Multicellular models grown in 3D are an emerging trend in tissue engineering in an attempt to understand the complex tumor microenvironment. These models remain largely unexplored for NB; however, preliminary studies suggest that they can provide insightful information about tumor pathway crosstalk and potential therapeutic efficacy. The heterogeneity in NB, both within the tumor microenvironment and across individual tumors, represents a challenge to effective therapeutic development. In vitro 3D culture of NB cells with relevant microenvironment cells would allow for elucidation of critical pathways and mechanisms of resistance that exist in vivo.

Conclusion

Neuroblastoma is a heterogeneous disease, both in clinical presentation and prognosis. Understanding of critical pathways in disease progression and development of effective preclinical therapies for NB remains a challenge. Murine models, including GEMM, syngeneic, and xenograft have been developed for therapeutic testing, particularly geared towards mimicking high-risk phenotypes. However, challenges remain as therapeutic development trends toward immunotherapies and a mouse capable of combining a human NB tumor with an intact immune system has not been created. The future of this likely lies within humanized immune mouse models. These have the potential to use a mouse as a vehicle to evaluate a human tumor, with an intact human immune system.

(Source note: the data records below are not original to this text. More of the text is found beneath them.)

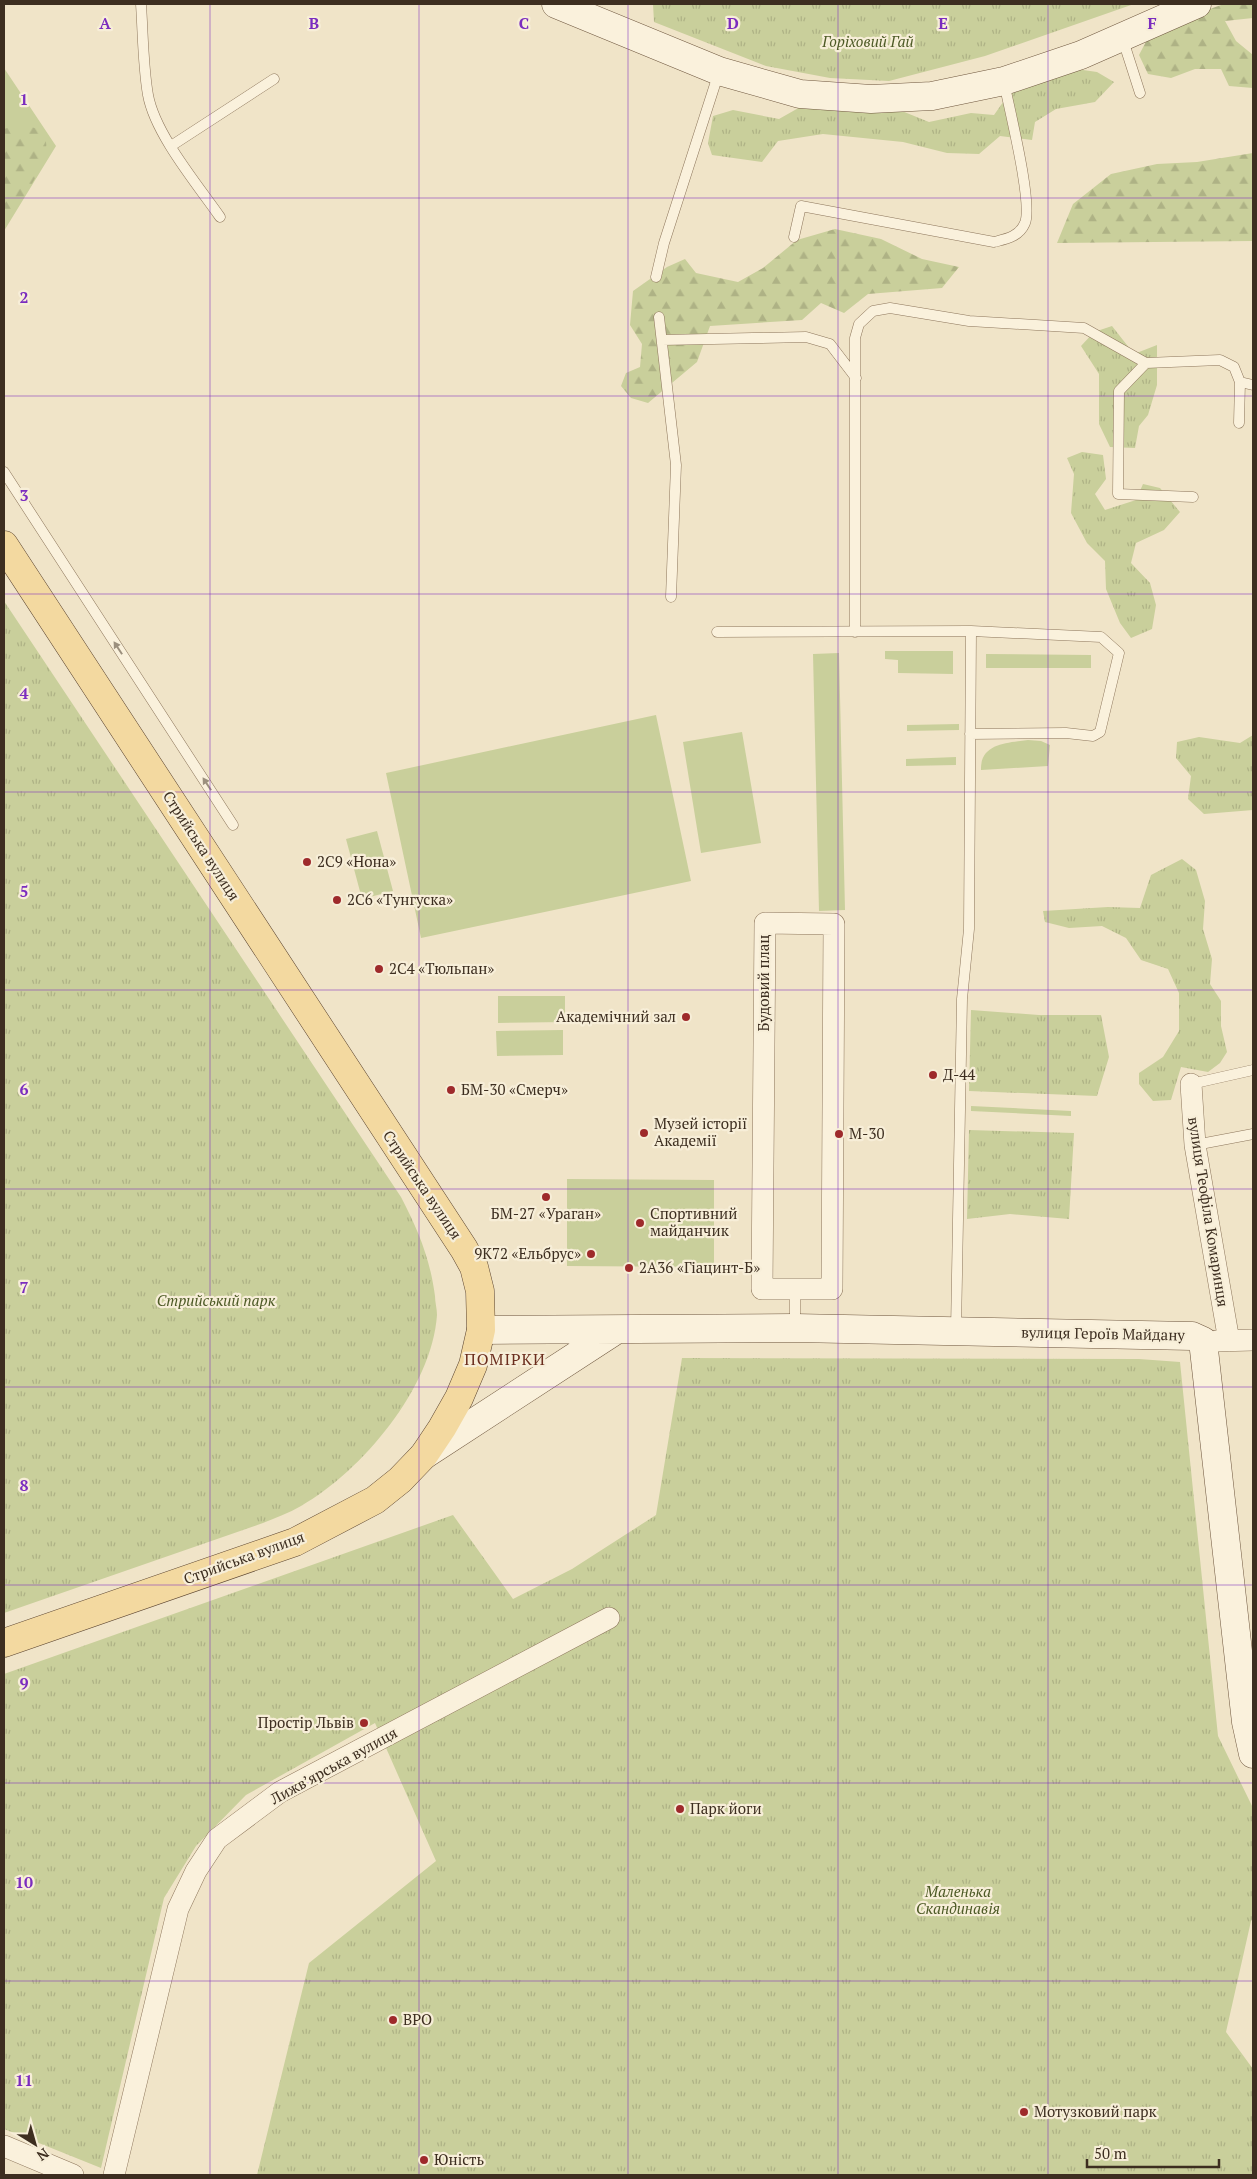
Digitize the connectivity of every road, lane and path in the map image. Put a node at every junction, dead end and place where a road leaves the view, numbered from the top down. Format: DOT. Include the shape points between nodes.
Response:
graph roads {
  1 [pos="141,4"];
  2 [pos="556,4"];
  3 [pos="1197,4"];
  4 [pos="1122,37"];
  5 [pos="720,71"];
  6 [pos="274,79"];
  7 [pos="1004,81"];
  8 [pos="1140,93"];
  9 [pos="171,146"];
  10 [pos="220,217"];
  11 [pos="794,237"];
  12 [pos="656,277"];
  13 [pos="659,317"];
  14 [pos="662,340"];
  15 [pos="1146,363"];
  16 [pos="856,378"];
  17 [pos="1240,382"];
  18 [pos="1253,385"];
  19 [pos="1239,423"];
  20 [pos="4,472"];
  21 [pos="1193,497"];
  22 [pos="4,545"];
  23 [pos="671,597"];
  24 [pos="971,631"];
  25 [pos="717,632"];
  26 [pos="856,632"];
  27 [pos="970,734"];
  28 [pos="233,825"];
  29 [pos="1253,1070"];
  30 [pos="1191,1084"];
  31 [pos="1253,1134"];
  32 [pos="1195,1145"];
  33 [pos="795,1289"];
  34 [pos="794,1328"];
  35 [pos="480,1330"];
  36 [pos="616,1330"];
  37 [pos="956,1331"];
  38 [pos="1253,1340"];
  39 [pos="1216,1341"];
  40 [pos="424,1455"];
  41 [pos="610,1618"];
  42 [pos="4,1643"];
  43 [pos="1246,1646"];
  44 [pos="1253,1754"];
  45 [pos="4,2146"];
  46 [pos="73,2175"];
  47 [pos="114,2175"];
  1 -- 9 [label="lane" via="148,96"];
  2 -- 5 [label="main road"];
  3 -- 4 [label="main road"];
  4 -- 7 [label="main road" via="1081,55"];
  4 -- 8 [label="lane"];
  5 -- 7 [label="main road" via="800,94 871,100 932,96"];
  5 -- 12 [label="lane"];
  6 -- 9 [label="lane"];
  7 -- 11 [label="lane" via="1027,196 1025,223 1013,237 994,242 801,206"];
  9 -- 10 [label="lane"];
  13 -- 14 [label="lane"];
  14 -- 16 [label="lane" via="806,337 830,344"];
  14 -- 23 [label="lane" via="676,465"];
  15 -- 16 [label="lane" via="1084,328 969,321 890,308 873,311 859,324 855,338"];
  15 -- 17 [label="lane" via="1220,360 1234,367"];
  15 -- 21 [label="lane" via="1119,391 1118,494"];
  16 -- 26 [label="lane"];
  17 -- 18 [label="lane"];
  17 -- 19 [label="lane"];
  28 -- 20 [label="lane, one-way"];
  22 -- 35 [label="main road, Стрийська вулиця" via="464,1249 474,1267 480,1292"];
  24 -- 26 [label="lane"];
  24 -- 27 [label="lane"];
  24 -- 27 [label="lane" via="1101,637 1119,654 1100,732 1093,736 1066,733"];
  25 -- 26 [label="lane"];
  27 -- 37 [label="lane" via="969,929 962,999"];
  29 -- 30 [label="lane"];
  30 -- 32 [label="street, вулиця Теофіла Комаринця"];
  31 -- 32 [label="lane"];
  32 -- 39 [label="street, вулиця Теофіла Комаринця"];
  33 -- 33 [label="street, Будовий плац" via="762,1289 764,923 834,924 832,1289"];
  33 -- 34 [label="lane"];
  34 -- 36 [label="main road, вулиця Героїв Майдану"];
  34 -- 37 [label="main road, вулиця Героїв Майдану"];
  35 -- 36 [label="main road, вулиця Героїв Майдану"];
  35 -- 40 [label="main road, Стрийська вулиця" via="473,1365 459,1398"];
  36 -- 40 [label="main road"];
  37 -- 39 [label="main road, вулиця Героїв Майдану" via="1192,1336"];
  38 -- 39 [label="street"];
  39 -- 43 [label="main road, вулиця Героїв Майдану"];
  40 -- 42 [label="main road, Стрийська вулиця" via="400,1480 374,1500 295,1542"];
  41 -- 47 [label="street, Лижвʼярська вулиця" via="280,1792 217,1839 196,1871 178,1909"];
  43 -- 44 [label="main road, вулиця Героїв Майдану" via="1246,1722"];
  45 -- 46 [label="street"];
}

Tissue engineering provides a promising approach for development of systems capable of high throughput therapeutic evaluation using multicellular systems. The growth of cells in 3D allows for diffusion gradients of nutrients, oxygen, and therapeutics similar to those found in vivo. For development of effective models, it is critical to incorporate multiple cell types (stromal, vascular, and immune) in an environment capable of mimicking relevant diffusion limitations. Patient derived tumors are the most representative of the heterogeneous tumor phenotype. In the future, combining patient tumors with patient-derived stroma and immune cells may achieve a more accurate model for preclinical therapeutic testing.